Something's Fishy in the Alameda Creek Watershed!
Did you know? Oncorhynchus mykiss (rainbow trout, steelhead trout) is a unique species in that individual fish develop differently depending on the enviornment. All trout hatch in gravel-bottomed, fast-flowing, well-oxygenated rivers and streams. Those that stay in fresh water their entire lives are called rainbow trout. Those that migrate to the ocean and back are called steelhead, and they develop a much more pointed head, become more silvery in color, and typically grow much larger than the rainbow trout that remain in fresh water. Steelhead are quite agile, and can jump as much as 10 vertical feet in favorable conditions!
Historically, fish stockings on Arroyo del Valle and Arroyo Mocho created rainbow trout fisheries in the upper reaches of these streams, and small populations still exist today. It's unknown if the trout that reside in the upper watershed (including a significant population in Calaveras Reservoir) have retained any anadromous (ocean-migrating) characteristics.
Steelhead trout were listed under the federal Endangered Species Act as a threatened species in in 1997, and this threatened status was reaffirmed in 2006. The Central California Coast steelhead population includes, among other areas, all naturally spawned anadromous steelhead populations below natural and manmade impassible barriers in the drainages of San Francisco Bay.
For the Fish
In the early 2000s, Zone 7 installed fish ladders along Arroyo las Positas, which could help create suitable steelhead habitat should steelhad migrate to the Valley arroyos after downstream improvements (including removal of barriers) are made to Alameda Creek downstream.

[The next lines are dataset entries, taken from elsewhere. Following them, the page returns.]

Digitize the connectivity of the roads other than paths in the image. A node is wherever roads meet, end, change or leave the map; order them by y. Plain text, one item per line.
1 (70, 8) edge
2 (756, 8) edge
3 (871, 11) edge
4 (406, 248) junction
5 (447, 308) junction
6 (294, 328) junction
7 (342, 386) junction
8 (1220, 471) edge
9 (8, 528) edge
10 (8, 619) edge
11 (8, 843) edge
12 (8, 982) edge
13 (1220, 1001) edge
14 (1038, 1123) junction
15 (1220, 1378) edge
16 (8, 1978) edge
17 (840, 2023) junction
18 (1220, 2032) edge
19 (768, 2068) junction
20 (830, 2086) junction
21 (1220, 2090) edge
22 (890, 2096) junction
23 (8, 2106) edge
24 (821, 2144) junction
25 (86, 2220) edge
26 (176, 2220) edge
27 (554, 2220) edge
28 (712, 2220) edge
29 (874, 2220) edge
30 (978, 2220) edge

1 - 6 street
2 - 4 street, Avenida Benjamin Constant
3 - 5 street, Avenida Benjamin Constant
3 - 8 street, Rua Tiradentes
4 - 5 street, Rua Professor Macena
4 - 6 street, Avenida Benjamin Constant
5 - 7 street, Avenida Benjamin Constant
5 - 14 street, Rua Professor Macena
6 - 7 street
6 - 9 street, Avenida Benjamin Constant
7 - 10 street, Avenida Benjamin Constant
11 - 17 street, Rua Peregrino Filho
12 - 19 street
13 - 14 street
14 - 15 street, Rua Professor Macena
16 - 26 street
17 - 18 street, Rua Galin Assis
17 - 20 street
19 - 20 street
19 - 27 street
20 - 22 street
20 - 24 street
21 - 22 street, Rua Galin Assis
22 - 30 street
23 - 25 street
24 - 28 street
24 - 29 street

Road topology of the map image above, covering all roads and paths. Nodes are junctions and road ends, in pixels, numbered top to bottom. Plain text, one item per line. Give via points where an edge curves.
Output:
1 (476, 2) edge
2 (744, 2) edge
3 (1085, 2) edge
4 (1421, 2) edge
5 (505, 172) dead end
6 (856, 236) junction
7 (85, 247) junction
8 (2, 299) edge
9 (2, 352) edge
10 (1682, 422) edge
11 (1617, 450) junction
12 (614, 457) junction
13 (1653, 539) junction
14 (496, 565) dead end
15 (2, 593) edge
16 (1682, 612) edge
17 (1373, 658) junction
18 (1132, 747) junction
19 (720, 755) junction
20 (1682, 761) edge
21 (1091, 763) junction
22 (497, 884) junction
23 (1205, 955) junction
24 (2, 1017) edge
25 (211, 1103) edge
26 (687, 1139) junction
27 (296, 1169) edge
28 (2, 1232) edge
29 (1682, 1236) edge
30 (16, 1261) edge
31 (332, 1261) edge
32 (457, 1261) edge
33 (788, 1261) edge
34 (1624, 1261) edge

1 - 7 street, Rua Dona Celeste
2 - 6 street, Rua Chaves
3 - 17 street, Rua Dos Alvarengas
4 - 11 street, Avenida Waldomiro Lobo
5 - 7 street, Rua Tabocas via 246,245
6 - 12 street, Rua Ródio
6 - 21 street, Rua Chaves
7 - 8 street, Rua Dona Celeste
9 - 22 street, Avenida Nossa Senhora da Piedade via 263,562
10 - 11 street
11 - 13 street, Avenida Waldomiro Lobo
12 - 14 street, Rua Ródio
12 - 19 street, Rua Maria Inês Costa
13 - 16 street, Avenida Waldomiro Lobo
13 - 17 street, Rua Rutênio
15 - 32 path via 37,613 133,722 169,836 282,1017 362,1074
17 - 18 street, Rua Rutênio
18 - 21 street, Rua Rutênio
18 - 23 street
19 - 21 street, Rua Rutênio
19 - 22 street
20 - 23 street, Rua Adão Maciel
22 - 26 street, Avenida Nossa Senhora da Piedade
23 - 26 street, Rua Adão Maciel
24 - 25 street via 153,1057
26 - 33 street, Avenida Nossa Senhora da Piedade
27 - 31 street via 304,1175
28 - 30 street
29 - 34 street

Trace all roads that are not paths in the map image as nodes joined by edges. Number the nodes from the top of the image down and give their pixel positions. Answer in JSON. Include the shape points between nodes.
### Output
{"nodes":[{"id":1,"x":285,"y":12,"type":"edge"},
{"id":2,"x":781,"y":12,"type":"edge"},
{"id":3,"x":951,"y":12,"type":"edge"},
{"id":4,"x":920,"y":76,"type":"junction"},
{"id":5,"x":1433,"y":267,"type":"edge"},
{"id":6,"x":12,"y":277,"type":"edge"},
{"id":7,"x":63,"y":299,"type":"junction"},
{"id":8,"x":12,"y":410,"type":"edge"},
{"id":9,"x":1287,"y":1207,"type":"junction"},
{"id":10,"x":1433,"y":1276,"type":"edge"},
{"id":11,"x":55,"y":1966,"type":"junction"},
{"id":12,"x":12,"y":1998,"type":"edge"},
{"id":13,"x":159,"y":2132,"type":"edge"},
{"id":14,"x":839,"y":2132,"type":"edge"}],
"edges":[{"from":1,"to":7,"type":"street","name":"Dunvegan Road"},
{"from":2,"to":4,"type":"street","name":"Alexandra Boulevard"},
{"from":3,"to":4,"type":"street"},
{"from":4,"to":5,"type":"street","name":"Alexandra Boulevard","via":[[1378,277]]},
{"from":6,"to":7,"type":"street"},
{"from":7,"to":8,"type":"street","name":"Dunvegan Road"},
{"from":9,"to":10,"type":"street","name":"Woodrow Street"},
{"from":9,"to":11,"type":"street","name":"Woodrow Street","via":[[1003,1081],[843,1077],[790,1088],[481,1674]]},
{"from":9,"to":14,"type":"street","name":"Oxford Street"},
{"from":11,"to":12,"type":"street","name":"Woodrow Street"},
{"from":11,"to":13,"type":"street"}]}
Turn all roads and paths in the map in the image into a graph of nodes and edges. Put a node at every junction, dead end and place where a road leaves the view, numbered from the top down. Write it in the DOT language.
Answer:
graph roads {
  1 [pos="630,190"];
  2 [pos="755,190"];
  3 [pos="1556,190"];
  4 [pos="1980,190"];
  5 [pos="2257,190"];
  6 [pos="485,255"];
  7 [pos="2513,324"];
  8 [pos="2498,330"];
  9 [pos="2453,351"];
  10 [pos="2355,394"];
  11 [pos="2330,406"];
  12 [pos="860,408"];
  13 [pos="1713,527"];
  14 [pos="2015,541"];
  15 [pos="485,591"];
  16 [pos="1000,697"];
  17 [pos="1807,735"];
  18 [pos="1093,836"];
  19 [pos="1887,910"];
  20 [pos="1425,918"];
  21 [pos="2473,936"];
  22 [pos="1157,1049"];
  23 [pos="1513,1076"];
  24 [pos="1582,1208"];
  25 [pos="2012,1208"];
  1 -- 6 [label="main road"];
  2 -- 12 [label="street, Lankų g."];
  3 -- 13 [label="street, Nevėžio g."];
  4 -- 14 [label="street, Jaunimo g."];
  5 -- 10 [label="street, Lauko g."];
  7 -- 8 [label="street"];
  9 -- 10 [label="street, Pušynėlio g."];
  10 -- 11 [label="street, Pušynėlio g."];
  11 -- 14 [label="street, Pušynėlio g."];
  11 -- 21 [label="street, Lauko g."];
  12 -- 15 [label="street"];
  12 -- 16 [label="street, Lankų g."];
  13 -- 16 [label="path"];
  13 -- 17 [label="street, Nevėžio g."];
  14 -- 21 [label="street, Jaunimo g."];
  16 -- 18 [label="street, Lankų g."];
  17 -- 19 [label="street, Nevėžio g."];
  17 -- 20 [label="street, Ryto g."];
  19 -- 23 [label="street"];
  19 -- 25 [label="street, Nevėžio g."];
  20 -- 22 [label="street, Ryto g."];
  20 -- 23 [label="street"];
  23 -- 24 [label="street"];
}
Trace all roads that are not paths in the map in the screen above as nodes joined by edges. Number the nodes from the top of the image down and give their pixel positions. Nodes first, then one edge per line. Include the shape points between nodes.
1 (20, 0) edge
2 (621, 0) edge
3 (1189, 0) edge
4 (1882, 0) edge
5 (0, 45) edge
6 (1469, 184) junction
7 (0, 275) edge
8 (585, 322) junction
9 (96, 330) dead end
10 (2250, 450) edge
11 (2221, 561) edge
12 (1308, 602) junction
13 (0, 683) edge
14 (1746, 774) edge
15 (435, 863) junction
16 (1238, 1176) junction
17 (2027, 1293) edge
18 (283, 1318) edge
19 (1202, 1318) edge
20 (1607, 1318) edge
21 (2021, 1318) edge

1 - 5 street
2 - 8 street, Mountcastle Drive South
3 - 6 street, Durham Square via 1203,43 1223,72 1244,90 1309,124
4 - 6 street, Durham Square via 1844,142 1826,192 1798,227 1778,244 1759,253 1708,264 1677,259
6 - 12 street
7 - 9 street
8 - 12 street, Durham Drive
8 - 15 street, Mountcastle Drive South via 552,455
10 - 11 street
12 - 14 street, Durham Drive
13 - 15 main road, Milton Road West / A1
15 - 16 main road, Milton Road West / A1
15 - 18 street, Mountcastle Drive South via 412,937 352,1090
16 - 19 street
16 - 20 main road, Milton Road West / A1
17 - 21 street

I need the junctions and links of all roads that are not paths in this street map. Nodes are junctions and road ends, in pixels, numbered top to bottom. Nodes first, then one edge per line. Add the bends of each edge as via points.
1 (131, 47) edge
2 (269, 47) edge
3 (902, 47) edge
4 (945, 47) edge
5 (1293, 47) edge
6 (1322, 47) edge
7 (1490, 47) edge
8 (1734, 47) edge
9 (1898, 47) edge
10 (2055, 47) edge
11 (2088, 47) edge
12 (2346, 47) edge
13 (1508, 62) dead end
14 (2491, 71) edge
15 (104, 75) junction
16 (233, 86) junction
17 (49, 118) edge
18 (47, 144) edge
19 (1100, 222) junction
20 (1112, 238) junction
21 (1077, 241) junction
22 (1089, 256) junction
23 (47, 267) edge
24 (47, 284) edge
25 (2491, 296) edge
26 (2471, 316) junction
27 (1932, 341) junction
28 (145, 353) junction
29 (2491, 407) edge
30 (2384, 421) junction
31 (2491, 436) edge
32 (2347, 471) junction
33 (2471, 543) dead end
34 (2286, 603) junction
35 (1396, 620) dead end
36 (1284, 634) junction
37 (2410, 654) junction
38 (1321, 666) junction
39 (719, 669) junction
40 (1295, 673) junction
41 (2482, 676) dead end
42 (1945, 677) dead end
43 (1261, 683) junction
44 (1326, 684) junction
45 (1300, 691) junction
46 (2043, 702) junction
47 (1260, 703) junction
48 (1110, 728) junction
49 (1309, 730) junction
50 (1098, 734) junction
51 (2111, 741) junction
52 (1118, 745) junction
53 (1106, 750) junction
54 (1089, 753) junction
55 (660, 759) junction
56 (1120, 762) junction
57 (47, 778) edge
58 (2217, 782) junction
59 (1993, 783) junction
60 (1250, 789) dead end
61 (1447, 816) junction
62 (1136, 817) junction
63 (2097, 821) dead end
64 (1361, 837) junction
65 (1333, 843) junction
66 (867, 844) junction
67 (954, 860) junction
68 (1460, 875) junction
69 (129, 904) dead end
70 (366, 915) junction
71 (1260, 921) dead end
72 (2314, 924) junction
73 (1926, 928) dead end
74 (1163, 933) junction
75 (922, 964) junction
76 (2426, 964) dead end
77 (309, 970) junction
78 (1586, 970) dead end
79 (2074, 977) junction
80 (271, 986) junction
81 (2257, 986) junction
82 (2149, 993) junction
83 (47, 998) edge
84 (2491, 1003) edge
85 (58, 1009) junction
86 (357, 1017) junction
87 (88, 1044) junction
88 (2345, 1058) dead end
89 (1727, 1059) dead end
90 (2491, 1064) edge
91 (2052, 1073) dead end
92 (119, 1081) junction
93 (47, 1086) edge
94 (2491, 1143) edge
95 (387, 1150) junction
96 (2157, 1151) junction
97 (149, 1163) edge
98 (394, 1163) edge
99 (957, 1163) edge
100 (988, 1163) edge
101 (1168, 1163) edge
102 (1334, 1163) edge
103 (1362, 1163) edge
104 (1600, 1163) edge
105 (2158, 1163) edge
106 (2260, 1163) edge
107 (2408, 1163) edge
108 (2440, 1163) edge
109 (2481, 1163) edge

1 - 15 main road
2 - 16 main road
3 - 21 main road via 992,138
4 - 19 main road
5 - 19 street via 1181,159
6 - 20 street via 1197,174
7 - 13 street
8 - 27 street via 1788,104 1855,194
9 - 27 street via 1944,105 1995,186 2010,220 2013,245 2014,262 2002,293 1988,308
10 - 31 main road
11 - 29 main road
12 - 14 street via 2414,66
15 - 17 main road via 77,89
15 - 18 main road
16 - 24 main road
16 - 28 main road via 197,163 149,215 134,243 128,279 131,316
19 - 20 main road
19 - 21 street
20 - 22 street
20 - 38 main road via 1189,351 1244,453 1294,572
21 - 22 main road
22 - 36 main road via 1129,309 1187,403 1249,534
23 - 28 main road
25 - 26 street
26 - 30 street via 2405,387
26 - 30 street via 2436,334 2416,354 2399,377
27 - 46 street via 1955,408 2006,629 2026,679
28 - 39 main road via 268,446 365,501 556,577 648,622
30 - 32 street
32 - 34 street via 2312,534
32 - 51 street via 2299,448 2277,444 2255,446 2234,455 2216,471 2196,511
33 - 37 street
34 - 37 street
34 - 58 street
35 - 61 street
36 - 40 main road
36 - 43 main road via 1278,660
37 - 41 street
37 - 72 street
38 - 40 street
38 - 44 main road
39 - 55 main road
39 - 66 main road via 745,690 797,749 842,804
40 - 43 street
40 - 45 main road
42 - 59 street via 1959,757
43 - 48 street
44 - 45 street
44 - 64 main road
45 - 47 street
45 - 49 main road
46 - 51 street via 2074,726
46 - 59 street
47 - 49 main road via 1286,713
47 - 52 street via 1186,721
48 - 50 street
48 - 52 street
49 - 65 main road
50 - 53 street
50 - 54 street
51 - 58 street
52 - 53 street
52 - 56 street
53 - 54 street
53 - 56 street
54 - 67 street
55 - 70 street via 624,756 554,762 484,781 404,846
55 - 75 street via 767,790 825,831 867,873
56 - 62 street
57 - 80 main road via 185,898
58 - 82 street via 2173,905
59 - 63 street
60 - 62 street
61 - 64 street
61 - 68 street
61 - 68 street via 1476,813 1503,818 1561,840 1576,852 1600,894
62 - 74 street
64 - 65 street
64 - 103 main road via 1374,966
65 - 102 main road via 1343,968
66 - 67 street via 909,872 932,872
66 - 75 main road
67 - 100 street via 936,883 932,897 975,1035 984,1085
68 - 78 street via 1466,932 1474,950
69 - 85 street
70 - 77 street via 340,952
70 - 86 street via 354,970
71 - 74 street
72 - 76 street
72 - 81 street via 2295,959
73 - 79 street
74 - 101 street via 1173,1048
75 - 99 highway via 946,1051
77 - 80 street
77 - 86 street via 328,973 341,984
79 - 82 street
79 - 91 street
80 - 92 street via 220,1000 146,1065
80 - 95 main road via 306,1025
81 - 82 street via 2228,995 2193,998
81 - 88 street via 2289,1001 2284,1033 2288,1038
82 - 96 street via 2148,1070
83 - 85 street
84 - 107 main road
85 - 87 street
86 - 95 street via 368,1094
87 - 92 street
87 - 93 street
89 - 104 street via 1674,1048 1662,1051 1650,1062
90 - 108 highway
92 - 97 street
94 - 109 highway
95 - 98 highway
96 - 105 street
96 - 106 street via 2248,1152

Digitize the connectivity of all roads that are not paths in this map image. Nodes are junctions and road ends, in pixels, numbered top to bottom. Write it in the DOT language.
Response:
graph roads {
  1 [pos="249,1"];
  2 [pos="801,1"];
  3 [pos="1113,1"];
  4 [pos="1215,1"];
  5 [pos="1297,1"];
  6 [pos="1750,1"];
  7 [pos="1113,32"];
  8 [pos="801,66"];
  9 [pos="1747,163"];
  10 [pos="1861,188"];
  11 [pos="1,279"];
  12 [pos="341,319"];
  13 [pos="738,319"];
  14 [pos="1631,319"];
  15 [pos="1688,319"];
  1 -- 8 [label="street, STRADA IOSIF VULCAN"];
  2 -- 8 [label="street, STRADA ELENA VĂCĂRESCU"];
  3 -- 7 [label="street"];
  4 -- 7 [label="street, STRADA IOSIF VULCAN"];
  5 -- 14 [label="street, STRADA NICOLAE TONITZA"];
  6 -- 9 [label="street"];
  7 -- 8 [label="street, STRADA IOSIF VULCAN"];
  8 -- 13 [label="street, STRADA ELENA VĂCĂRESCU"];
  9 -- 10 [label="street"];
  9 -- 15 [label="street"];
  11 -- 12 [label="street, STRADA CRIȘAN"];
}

Zone 7 has been working closely with an Alameda Creek Fisheries workgroup, a collaboration of roughly a dozen agencies that formed to address the local implications of the Endangered Species Act listing. The primary benefit of a collaborative fisheries effort for Zone 7 and other participating agencies is regulatory assurance and protection from potentially violating provisions of the Endangered Species Act in the course of operations and maintenance of the watershed. In addition to Zone 7, members include the Alameda County Water District, San Francisco Public Utilities Commission, the Alameda Creek Alliance, the East Bay Regional Park District, the National Marine Fisheries Service, the California Coastal Conservation and the California Department of Fish and Game. For more information, click here.
Meanwhile, the National Marine Fisheries Service is preparing a plan to address the threatened steelhead species, both in our watershed and beyond. Zone 7 and other Bay Area agencies are participating in a joint effort to provide NMFS with relevant information about steelhead habitat enhancement potential in order to establish realistic, site-specific actions. To support these efforts, Zone 7 has been identifying potential barriers to steelhead migration in Arroyo Mocho and Arroyo del Valle.